WHAT IS NEEDED
Whenever the word "Nodes" turns up in a line of the data below, copy that line.

++++ EXCERPTED RECORDS ++++

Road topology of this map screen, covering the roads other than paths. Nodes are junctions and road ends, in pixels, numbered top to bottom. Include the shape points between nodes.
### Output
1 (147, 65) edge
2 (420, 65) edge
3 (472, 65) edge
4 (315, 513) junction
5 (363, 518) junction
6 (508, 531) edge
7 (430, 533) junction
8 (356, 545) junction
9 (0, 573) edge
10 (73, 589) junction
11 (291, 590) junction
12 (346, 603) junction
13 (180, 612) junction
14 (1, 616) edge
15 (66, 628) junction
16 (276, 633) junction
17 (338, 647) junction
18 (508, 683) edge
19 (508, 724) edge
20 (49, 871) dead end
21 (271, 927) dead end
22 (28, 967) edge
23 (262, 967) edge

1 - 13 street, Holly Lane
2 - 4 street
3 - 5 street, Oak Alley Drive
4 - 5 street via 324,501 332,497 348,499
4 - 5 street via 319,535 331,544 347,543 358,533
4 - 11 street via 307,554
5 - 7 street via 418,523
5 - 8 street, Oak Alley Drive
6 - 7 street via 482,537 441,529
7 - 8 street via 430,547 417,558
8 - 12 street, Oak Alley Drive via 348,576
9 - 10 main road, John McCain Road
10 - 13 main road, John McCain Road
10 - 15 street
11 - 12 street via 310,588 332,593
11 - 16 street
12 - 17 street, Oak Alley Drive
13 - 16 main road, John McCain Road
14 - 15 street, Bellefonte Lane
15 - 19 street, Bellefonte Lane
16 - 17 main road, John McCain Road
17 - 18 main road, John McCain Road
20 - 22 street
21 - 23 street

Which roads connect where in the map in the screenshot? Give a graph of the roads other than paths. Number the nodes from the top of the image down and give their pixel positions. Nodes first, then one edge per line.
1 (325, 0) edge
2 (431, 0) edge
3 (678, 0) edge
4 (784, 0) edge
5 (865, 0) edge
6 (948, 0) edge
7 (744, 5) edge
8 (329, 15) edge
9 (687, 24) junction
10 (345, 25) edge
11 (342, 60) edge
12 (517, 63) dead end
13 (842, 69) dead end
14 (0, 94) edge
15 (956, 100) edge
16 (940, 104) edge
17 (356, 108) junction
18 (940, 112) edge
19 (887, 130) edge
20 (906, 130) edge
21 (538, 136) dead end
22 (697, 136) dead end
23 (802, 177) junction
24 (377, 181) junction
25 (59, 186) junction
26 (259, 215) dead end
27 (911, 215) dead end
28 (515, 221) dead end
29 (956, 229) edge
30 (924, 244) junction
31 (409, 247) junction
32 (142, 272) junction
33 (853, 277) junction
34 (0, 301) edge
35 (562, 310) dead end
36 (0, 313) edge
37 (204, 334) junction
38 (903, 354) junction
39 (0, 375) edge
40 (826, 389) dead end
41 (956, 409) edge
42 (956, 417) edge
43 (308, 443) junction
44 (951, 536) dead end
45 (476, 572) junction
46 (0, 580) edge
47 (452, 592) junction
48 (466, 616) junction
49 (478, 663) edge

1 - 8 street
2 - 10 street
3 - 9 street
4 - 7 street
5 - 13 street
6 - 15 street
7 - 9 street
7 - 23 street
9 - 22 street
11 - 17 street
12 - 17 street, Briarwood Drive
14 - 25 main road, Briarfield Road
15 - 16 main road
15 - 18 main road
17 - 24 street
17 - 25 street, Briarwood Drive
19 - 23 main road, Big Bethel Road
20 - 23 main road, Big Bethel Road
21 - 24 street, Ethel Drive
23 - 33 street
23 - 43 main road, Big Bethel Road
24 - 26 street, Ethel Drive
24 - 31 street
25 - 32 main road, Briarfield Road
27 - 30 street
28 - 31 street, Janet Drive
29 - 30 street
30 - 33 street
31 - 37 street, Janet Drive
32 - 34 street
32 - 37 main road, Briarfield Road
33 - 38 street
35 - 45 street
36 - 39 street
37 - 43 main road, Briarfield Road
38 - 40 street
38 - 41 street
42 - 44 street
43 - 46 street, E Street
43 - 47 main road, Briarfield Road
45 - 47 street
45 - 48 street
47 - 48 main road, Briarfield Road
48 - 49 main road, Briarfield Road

++++

ANSWER AREA
Road topology of this map screen, covering the roads other than paths. Nodes are junctions and road ends, in pixels, numbered top to bottom. Include the shape points between nodes.
Which roads connect where in the map in the screenshot? Give a graph of the roads other than paths. Number the nodes from the top of the image down and give their pixel positions. Nodes first, then one edge per line.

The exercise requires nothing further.